What's your favorite trap?

Celebrim

Legend
First of all, I do not appreciate sarcastic and inflammatory posts designed to bait me into an argument.

I'm not trying to bait you into anything. I would like an open debate on the virtues and misuses of traps. That is to say, in the context of a discussion of 'favorite traps', I find it appropriate to also investigate what makes a trap good and memorable - otherwise, some novice DM is just going to repeat mistakes that have lead to whole groups rejecting dungeon crawling as worthwhile and fun. If you want to call it an 'argument', fine, it's an argument. We disagree. Feel free to not respond, if you don't find it worthwhile to disagree, but what's the point of saying you don't want an argument and then arguing with me?
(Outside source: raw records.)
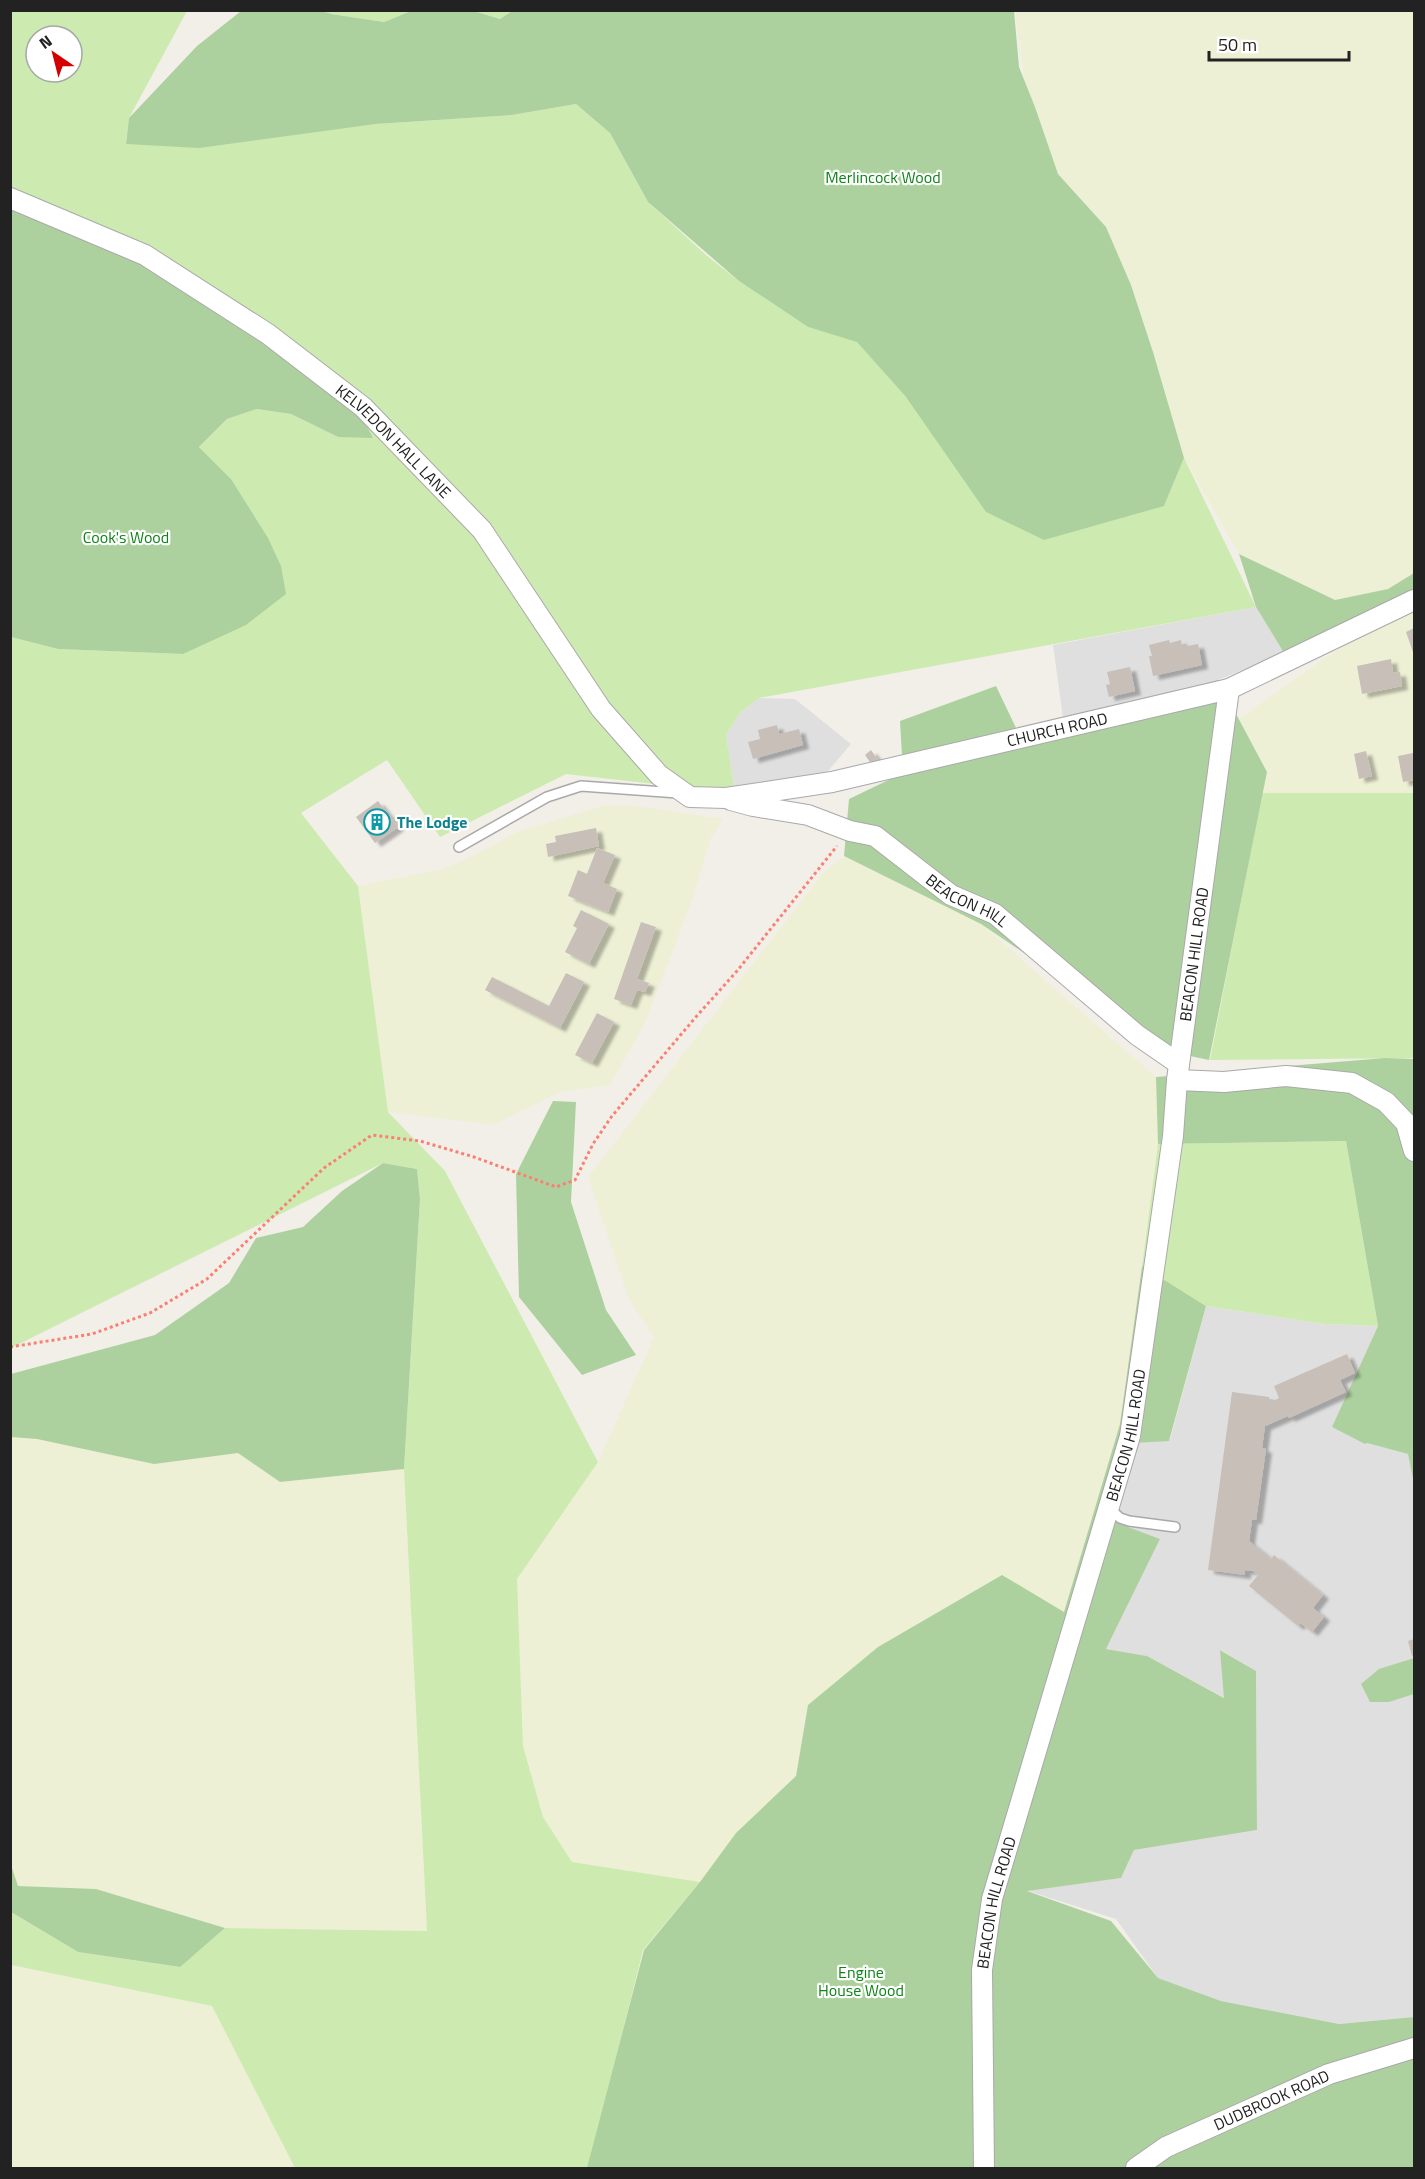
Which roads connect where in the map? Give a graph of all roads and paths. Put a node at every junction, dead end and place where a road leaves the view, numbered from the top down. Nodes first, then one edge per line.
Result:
1 (10, 198) edge
2 (1414, 600) edge
3 (1229, 689) junction
4 (682, 793) junction
5 (726, 798) junction
6 (850, 831) junction
7 (459, 847) dead end
8 (1178, 1072) junction
9 (1414, 1150) edge
10 (10, 1347) edge
11 (1109, 1508) junction
12 (1175, 1527) dead end
13 (1414, 2048) edge
14 (984, 2169) edge
15 (1136, 2169) edge

1 - 4 street, KELVEDON HALL LANE
2 - 3 street, CHURCH ROAD
3 - 5 street, CHURCH ROAD
3 - 8 street, BEACON HILL ROAD
4 - 5 street, CHURCH ROAD
4 - 7 lane
5 - 6 street, BEACON HILL
6 - 8 street, BEACON HILL
6 - 10 path
8 - 9 street
8 - 11 street, BEACON HILL ROAD
11 - 12 lane
11 - 14 street, BEACON HILL ROAD
13 - 15 street, DUDBROOK ROAD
I find your example of your favorite trap to be a misuse of traps of the sort that gives traps (and dungeons) a bad name, and indeed I find the question of 'how can I design good traps' rather more important than lists of traps. Or hobby has already suffered from too many lists of stupid traps. I find you example poorly designed - it's random, doesn't provoke any interesting problem solving or team work, carries little weight as an encounter (despite requiring a 20th level caster to pull off), is nothing but irritating after the 'joke' wears off, and above all can't logically be anticipated by the players with the result that it creates a scenario where you are punished for not checking for traps on everything. So either the player must choose between ruining his experience of play by pixel bitching, or randomly putting up with the DM's petty 'gotchas'. I don't approve of your trap; I consider it abusive and unfun, and would never use it or recommend anyone using it. It has no place within a coherent logical dungeon environment, except the far over used 'mad god's funhouse' trope.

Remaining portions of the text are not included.